Remember, diabetes was not specifically mentioned in the original ADA. It took the ADA Amendments Act of 2008 to change what became a very real problem for diabetics. Lesson: If you don't think it should be considered a handicap you would have been happy with the original ADA and the courts' interpretation of it.

I believe technically the ADA covers any chronic health issue as a disability, in the legal sense of the term, not just diabetes. So if someone needed accommodations for, say, asthma or epilepsy, I'm pretty sure they would also be covered. I don't think it matters if the chronic condition is life-threatneing or not. (I'm not American and am also no lawyer, so I could be wrong, but that was my understanding of how the ADA protected individuals who requested accommodations.)
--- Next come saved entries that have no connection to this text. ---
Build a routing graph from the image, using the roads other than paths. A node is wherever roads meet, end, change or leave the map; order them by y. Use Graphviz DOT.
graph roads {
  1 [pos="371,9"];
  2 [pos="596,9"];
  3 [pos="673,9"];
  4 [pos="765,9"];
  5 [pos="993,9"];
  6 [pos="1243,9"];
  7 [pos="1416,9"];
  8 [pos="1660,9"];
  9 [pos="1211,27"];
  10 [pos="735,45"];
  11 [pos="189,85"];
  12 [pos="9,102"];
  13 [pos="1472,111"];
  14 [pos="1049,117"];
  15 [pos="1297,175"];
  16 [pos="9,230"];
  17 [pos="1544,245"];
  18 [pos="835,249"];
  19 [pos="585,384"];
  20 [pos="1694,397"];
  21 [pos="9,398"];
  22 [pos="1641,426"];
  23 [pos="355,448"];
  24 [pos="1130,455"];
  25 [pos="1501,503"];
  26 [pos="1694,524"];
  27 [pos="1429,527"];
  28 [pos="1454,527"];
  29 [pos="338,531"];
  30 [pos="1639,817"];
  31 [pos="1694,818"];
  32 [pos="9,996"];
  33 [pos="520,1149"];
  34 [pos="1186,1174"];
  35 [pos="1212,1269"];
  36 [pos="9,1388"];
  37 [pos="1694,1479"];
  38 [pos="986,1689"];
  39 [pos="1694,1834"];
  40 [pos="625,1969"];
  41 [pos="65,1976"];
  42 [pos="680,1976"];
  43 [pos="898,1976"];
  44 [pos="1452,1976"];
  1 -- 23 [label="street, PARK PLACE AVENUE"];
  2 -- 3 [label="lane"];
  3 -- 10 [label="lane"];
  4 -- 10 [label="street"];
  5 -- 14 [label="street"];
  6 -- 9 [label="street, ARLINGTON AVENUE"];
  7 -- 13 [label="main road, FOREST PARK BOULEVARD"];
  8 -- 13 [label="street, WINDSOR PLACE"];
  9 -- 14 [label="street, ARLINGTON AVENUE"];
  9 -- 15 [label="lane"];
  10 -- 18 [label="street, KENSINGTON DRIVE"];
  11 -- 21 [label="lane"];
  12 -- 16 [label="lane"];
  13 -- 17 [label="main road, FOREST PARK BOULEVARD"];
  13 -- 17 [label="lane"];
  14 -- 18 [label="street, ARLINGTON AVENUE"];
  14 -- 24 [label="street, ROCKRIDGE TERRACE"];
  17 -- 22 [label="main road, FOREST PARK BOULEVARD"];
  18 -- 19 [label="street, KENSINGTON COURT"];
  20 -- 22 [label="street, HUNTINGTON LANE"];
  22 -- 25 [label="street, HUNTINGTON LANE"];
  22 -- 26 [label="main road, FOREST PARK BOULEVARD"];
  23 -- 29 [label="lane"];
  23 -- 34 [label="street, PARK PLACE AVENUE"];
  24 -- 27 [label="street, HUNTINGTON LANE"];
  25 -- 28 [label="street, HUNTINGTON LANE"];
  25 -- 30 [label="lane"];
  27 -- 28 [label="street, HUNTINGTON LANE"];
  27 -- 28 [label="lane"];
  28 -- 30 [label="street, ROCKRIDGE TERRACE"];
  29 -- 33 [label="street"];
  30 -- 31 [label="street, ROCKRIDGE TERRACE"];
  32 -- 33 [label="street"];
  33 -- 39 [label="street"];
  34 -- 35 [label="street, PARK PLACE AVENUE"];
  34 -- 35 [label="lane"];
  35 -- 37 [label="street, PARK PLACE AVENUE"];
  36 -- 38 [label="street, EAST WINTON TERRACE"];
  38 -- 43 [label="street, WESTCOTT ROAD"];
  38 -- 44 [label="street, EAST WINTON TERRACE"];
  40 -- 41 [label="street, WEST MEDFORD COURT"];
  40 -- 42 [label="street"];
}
“Impairment is the correct term to use to define a deviation from normal, such as not being able to make a muscle move or not being able to control an unwanted movement. Disability is the term used to define a restriction in the ability to perform a normal activity of daily living which someone of the same age is able to perform. For example, a three-year-old child who is not able to walk has a disability because a normal three-year-old can walk independently. Handicap is the term used to describe a child or adult who, because of the disability, is unable to achieve the normal role in society commensurate with his age and socio-cultural milieu. As an example, a sixteen-year-old who is unable to prepare his own meal or care for his own toileting or hygiene needs is handicapped. On the other hand, a sixteen-year-old who can walk only with the assistance of crutches but who attends a regular school and is fully independent in activities of daily living is disabled but not handicapped. All disabled people are impaired, and all handicapped people are disabled, but a person can be impaired and not necessarily be disabled, and a person can be disabled without being handicapped.”

(gleefully stolen from Wikipedia entry on Disability, quite an interesting read if you get a chance…)

Insulin diabetics are disabled by law and by fact. Not being able to eat and process glucose is a daily "normal" activity. About as "normal" activity as you can get. We can rise above it and often do, but in the end we are disabled.

Not in my state. Unless you are disabled because of your condition you are not considered disabled just because you have a diagnosis of any kind. As I stated earlier, I am not disabled, have no intention of applying for disability, and live a mostly normal life. WE are not disabled! The ADA has a gov site that has ALL the info if you want to know the facts.

So, I'm guessing you could live "normally" or otherwise without artificial insulin? I can't understand what everyone's hang up about being disabled is. I mean, if your body didn't produce blood, would you consider yourself disabled then? Not producing insulin is real close to that.

I do live normally Diabetic Dad. I work and play and run and jump and ride and surf and sing and dance and garden and walk dogs and clean my own house and even fly. Not producing blood?? That for sure would cause a disability assignment as it would be a life in a hospital bed and then the ADA can be applied for. My hang up about being disabled is that I AM NOT disabled. I don't mean to be crass but disability in my neck of the woods means something different than what you describe.

In fact, I have other AI conditions that also don't qualify for disability...because as said, I can still work and play and run and jump and ride and surf and sing and dance and garden and walk dogs and clean my own house and even fly even though I have to use exogenous insulin (and other stuff).

So, to the normal life of poor me I will say that if I could not work and play and run and jump and ride and surf and sing and dance and garden and walk dogs and clean my own house and even fly then yes, I might consider myself disabled, and then I might apply for the title. Depends on if I can recover and return to those activities.